DATA SHOWN:
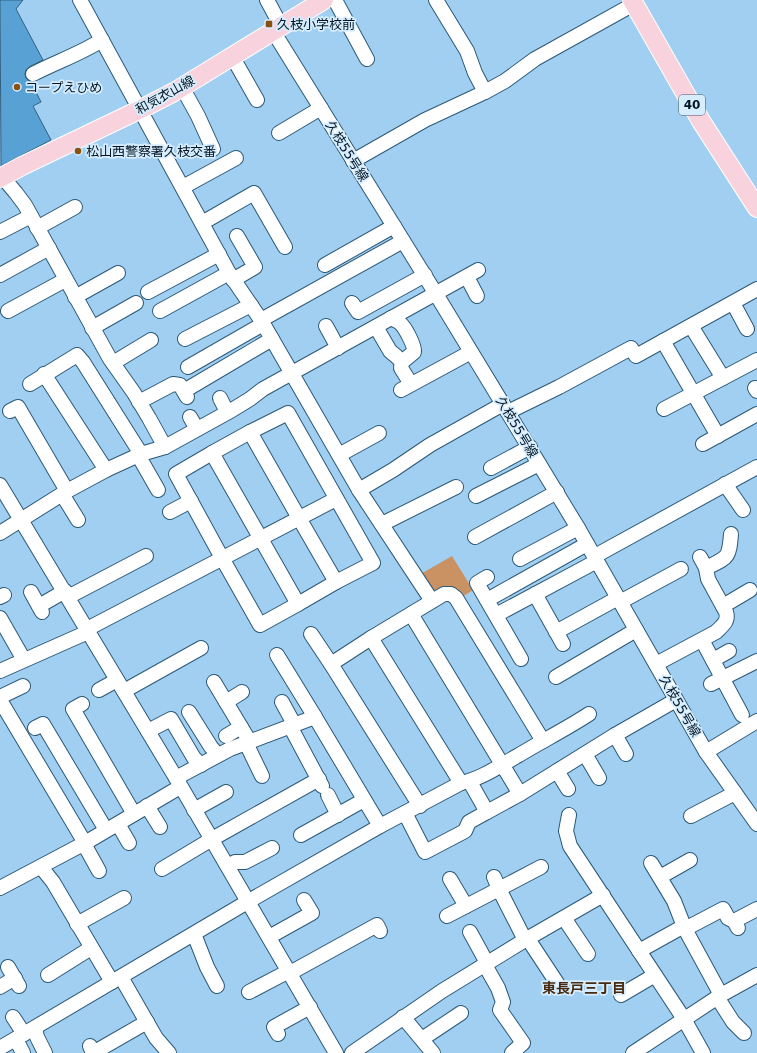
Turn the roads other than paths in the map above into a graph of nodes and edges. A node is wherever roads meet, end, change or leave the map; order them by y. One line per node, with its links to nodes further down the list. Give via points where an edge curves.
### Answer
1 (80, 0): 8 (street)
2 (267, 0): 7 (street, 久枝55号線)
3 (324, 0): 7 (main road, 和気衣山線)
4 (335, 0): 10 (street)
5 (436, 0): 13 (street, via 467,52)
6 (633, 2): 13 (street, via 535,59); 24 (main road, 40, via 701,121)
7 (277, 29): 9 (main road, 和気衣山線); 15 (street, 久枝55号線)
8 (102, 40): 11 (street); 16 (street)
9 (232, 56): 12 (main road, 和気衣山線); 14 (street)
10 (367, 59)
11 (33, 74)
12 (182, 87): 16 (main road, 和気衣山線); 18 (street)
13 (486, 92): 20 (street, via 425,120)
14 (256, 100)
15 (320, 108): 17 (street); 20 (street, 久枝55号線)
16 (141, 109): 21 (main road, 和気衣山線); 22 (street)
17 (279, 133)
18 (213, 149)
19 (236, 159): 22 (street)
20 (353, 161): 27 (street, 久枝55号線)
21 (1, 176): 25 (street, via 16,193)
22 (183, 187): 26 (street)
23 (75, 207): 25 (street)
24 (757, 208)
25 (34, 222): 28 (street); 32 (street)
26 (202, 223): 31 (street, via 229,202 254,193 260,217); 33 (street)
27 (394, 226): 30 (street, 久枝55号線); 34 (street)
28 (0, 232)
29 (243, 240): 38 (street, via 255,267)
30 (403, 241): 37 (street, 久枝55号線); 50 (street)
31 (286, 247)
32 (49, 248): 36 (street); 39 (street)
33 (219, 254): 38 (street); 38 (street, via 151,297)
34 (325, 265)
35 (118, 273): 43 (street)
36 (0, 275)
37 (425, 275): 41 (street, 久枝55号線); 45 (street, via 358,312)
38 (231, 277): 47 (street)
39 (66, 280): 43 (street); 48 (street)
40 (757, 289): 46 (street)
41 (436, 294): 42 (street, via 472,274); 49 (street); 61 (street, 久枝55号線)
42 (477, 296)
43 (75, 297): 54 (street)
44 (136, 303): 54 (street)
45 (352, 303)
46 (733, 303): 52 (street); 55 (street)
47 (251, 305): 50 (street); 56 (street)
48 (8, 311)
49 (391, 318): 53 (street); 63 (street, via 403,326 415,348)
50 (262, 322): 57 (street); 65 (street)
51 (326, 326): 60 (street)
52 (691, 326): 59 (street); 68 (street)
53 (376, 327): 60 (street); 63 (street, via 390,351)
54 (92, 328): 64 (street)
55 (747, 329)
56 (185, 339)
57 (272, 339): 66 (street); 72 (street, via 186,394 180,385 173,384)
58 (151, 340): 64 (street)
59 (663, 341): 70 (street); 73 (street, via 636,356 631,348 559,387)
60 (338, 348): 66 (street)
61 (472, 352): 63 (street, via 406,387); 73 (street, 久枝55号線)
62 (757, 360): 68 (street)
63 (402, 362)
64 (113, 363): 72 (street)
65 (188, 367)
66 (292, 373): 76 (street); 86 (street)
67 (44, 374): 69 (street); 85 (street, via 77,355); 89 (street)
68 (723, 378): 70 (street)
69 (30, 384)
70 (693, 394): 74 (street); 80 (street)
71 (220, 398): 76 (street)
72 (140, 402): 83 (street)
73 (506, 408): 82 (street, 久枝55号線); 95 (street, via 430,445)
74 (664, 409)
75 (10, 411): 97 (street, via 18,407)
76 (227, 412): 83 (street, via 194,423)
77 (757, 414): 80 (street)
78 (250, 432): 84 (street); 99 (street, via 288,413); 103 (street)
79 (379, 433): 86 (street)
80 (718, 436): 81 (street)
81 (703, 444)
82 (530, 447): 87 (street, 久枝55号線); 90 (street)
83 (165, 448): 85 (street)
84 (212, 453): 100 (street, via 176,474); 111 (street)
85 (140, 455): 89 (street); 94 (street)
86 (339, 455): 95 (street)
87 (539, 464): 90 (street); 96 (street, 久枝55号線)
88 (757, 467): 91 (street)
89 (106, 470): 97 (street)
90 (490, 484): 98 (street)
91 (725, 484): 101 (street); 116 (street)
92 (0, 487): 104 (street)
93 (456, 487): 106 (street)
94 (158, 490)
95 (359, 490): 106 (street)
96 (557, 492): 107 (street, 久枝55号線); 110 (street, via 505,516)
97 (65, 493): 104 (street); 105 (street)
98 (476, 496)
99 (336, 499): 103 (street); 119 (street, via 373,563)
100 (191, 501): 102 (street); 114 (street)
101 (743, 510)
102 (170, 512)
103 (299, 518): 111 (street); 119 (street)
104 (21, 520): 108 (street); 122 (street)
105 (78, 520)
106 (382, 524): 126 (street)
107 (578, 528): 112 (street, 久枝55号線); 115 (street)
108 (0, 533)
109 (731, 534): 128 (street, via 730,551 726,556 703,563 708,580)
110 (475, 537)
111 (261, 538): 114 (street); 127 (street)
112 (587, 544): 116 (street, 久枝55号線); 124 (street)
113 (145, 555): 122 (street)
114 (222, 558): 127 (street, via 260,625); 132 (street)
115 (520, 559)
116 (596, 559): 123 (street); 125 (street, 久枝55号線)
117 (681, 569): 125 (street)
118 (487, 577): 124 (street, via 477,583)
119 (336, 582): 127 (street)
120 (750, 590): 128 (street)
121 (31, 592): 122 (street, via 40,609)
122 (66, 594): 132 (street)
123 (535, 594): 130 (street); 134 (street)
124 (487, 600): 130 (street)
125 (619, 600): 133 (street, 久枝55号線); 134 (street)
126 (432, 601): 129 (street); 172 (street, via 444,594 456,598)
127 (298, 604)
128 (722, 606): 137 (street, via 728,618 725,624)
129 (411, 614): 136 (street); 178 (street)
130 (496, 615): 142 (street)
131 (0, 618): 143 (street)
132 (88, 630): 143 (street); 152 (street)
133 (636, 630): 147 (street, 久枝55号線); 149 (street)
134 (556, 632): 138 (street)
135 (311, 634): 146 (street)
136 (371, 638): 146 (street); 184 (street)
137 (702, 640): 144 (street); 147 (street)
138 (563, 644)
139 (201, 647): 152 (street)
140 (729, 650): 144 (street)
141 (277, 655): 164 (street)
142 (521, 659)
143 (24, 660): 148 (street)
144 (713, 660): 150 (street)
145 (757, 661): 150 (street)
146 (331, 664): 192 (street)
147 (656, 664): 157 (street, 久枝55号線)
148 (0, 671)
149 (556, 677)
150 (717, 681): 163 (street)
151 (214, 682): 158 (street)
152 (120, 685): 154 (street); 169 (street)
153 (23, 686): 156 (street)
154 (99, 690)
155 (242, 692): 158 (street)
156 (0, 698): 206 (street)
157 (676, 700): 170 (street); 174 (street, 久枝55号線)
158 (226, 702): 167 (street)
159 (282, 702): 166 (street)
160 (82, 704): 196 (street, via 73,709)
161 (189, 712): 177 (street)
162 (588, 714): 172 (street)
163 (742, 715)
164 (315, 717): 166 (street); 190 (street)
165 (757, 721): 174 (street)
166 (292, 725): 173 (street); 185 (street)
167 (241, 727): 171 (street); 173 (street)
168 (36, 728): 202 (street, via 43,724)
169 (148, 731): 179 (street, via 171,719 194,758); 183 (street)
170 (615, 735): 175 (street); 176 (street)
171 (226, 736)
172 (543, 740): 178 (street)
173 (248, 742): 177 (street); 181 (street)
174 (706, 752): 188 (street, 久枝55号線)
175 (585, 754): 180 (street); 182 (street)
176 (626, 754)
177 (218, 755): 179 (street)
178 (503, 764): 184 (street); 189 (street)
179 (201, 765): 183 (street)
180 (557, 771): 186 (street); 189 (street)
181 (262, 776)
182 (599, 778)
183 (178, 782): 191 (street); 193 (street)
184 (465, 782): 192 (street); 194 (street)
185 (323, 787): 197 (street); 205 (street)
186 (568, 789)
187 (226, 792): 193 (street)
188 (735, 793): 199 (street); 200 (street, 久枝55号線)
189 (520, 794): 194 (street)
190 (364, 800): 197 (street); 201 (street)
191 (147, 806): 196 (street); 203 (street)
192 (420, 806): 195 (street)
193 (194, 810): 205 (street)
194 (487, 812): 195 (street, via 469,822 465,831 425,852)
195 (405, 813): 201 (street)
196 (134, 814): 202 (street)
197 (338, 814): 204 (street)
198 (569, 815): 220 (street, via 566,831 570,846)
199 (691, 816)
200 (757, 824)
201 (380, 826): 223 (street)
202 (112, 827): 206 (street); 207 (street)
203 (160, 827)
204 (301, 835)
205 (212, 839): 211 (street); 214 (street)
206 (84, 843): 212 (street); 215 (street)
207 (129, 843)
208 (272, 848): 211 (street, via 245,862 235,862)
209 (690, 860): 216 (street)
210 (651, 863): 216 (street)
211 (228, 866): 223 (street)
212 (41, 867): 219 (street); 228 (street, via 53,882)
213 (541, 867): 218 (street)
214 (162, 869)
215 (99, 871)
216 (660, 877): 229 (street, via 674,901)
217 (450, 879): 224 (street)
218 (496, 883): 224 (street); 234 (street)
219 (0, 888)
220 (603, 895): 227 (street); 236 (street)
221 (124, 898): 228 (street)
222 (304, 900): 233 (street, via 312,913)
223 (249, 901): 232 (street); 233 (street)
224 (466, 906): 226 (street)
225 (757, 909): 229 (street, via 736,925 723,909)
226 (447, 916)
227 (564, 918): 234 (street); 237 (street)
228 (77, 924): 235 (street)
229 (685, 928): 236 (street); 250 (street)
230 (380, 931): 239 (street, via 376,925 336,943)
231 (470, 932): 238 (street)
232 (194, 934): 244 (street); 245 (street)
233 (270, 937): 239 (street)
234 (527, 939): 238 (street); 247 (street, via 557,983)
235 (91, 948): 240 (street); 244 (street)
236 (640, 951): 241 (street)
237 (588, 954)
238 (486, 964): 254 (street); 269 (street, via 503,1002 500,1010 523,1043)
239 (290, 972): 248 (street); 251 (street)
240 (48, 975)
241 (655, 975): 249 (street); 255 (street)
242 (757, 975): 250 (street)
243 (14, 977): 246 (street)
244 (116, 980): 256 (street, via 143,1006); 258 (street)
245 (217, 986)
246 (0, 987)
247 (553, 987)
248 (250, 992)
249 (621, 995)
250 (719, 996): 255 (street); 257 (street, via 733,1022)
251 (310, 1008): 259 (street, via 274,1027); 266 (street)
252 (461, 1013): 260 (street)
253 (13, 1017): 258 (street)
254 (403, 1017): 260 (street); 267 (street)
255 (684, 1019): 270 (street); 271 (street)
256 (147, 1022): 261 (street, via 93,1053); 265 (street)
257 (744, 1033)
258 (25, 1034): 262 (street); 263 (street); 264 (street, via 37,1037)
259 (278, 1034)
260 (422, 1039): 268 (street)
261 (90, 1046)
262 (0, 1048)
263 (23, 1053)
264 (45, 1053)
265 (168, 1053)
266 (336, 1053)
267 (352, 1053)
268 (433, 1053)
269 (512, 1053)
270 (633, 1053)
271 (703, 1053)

ABOUT THIS EXERCISE: From the entries above, copy out every line where the string "main" appears.

SOLUTION TO THIS EXERCISE:
3 (324, 0): 7 (main road, 和気衣山線)
6 (633, 2): 13 (street, via 535,59); 24 (main road, 40, via 701,121)
7 (277, 29): 9 (main road, 和気衣山線); 15 (street, 久枝55号線)
9 (232, 56): 12 (main road, 和気衣山線); 14 (street)
12 (182, 87): 16 (main road, 和気衣山線); 18 (street)
16 (141, 109): 21 (main road, 和気衣山線); 22 (street)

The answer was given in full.